▼▼▼
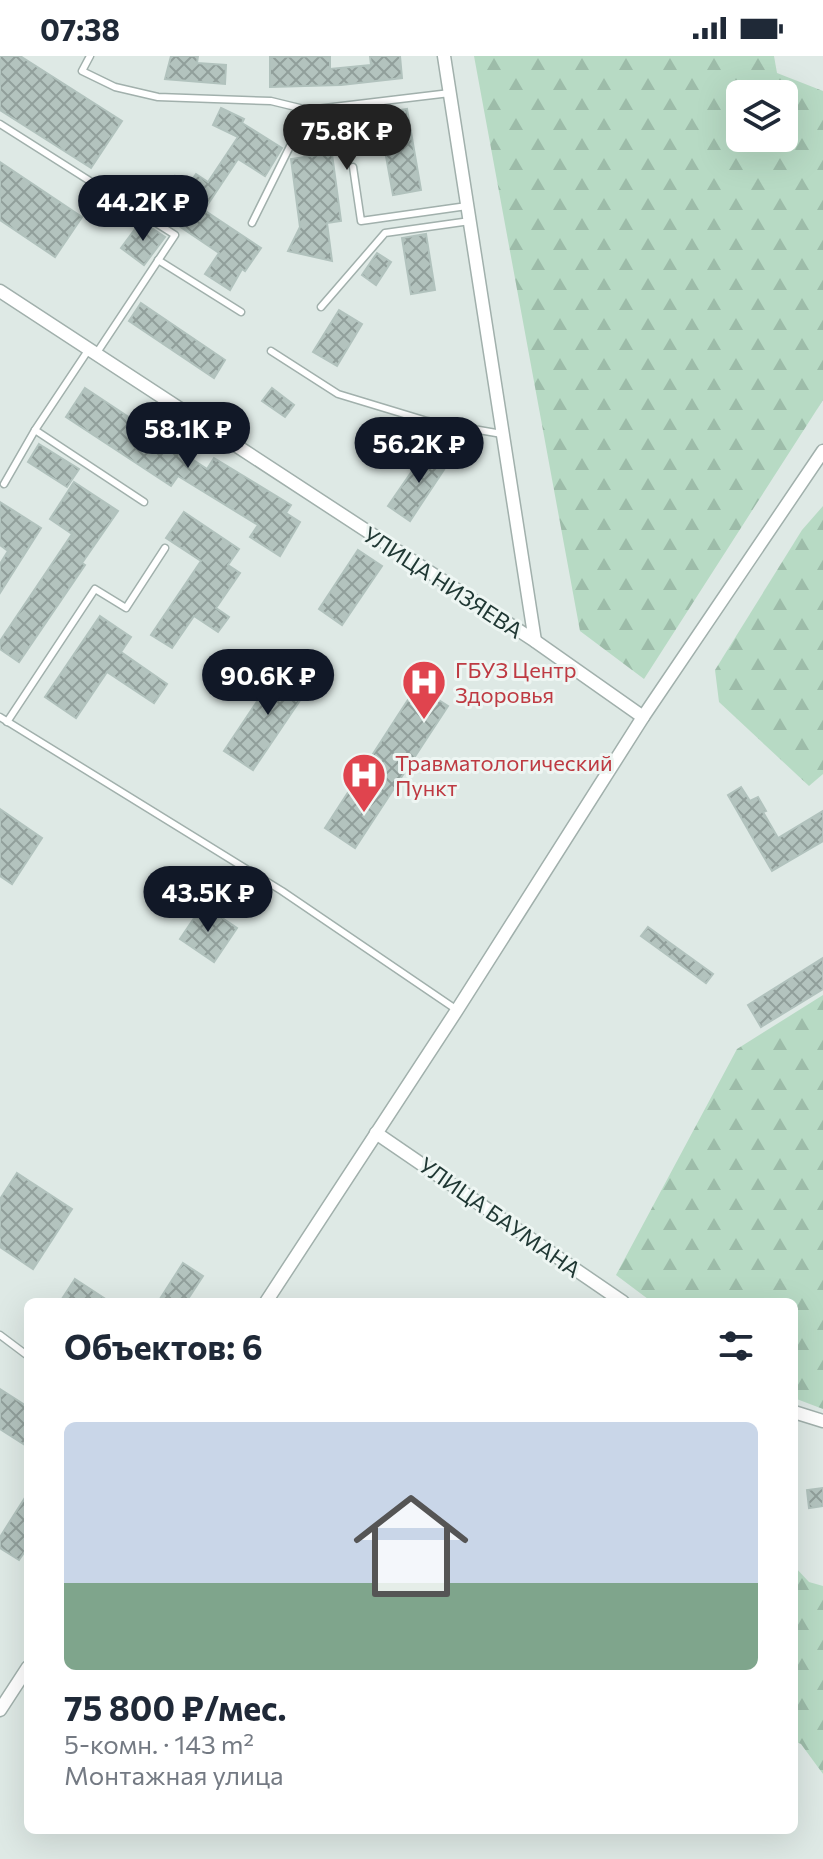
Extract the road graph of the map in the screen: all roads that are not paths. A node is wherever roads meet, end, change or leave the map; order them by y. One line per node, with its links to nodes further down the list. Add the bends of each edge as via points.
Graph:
1 (90, 56): 4 (lane, via 82,71 115,87 158,97 271,101)
2 (444, 56): 3 (street)
3 (450, 93): 4 (lane); 7 (street)
4 (308, 110): 9 (lane)
5 (0, 124): 10 (lane, via 175,235)
6 (353, 167): 7 (lane, via 361,221)
7 (467, 206): 8 (street)
8 (470, 221): 12 (lane, via 385,233); 17 (street)
9 (252, 223)
10 (158, 260): 13 (lane); 15 (lane)
11 (0, 291): 15 (street, УЛИЦА НИЗЯЕВА)
12 (321, 307)
13 (241, 312)
14 (271, 351): 17 (lane, via 338,394 427,421)
15 (92, 352): 16 (lane); 22 (street, УЛИЦА НИЗЯЕВА)
16 (35, 430): 19 (lane); 20 (lane)
17 (502, 434): 22 (street)
18 (823, 451): 23 (street)
19 (4, 484)
20 (144, 502)
21 (165, 548): 24 (lane, via 126,608 95,589)
22 (535, 641): 23 (street, УЛИЦА НИЗЯЕВА)
23 (643, 717): 25 (street)
24 (3, 719): 25 (lane, via 282,891)
25 (457, 1010): 26 (street)
26 (376, 1133): 27 (street); 28 (street, УЛИЦА БАУМАНА)
27 (269, 1298)
28 (617, 1298)
29 (0, 1335): 30 (lane)
30 (24, 1353)
31 (798, 1413): 32 (street)
32 (823, 1421)
33 (24, 1673): 34 (street)
34 (0, 1710)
▲▲▲
• Instructions for the task: After dropping every picture, transcribe each entry exactly.

• Written response:
Extract the road graph of the map in the screen: all roads that are not paths. A node is wherever roads meet, end, change or leave the map; order them by y. One line per node, with its links to nodes further down the list. Add the bends of each edge as via points.
Graph:
1 (90, 56): 4 (lane, via 82,71 115,87 158,97 271,101)
2 (444, 56): 3 (street)
3 (450, 93): 4 (lane); 7 (street)
4 (308, 110): 9 (lane)
5 (0, 124): 10 (lane, via 175,235)
6 (353, 167): 7 (lane, via 361,221)
7 (467, 206): 8 (street)
8 (470, 221): 12 (lane, via 385,233); 17 (street)
9 (252, 223)
10 (158, 260): 13 (lane); 15 (lane)
11 (0, 291): 15 (street, УЛИЦА НИЗЯЕВА)
12 (321, 307)
13 (241, 312)
14 (271, 351): 17 (lane, via 338,394 427,421)
15 (92, 352): 16 (lane); 22 (street, УЛИЦА НИЗЯЕВА)
16 (35, 430): 19 (lane); 20 (lane)
17 (502, 434): 22 (street)
18 (823, 451): 23 (street)
19 (4, 484)
20 (144, 502)
21 (165, 548): 24 (lane, via 126,608 95,589)
22 (535, 641): 23 (street, УЛИЦА НИЗЯЕВА)
23 (643, 717): 25 (street)
24 (3, 719): 25 (lane, via 282,891)
25 (457, 1010): 26 (street)
26 (376, 1133): 27 (street); 28 (street, УЛИЦА БАУМАНА)
27 (269, 1298)
28 (617, 1298)
29 (0, 1335): 30 (lane)
30 (24, 1353)
31 (798, 1413): 32 (street)
32 (823, 1421)
33 (24, 1673): 34 (street)
34 (0, 1710)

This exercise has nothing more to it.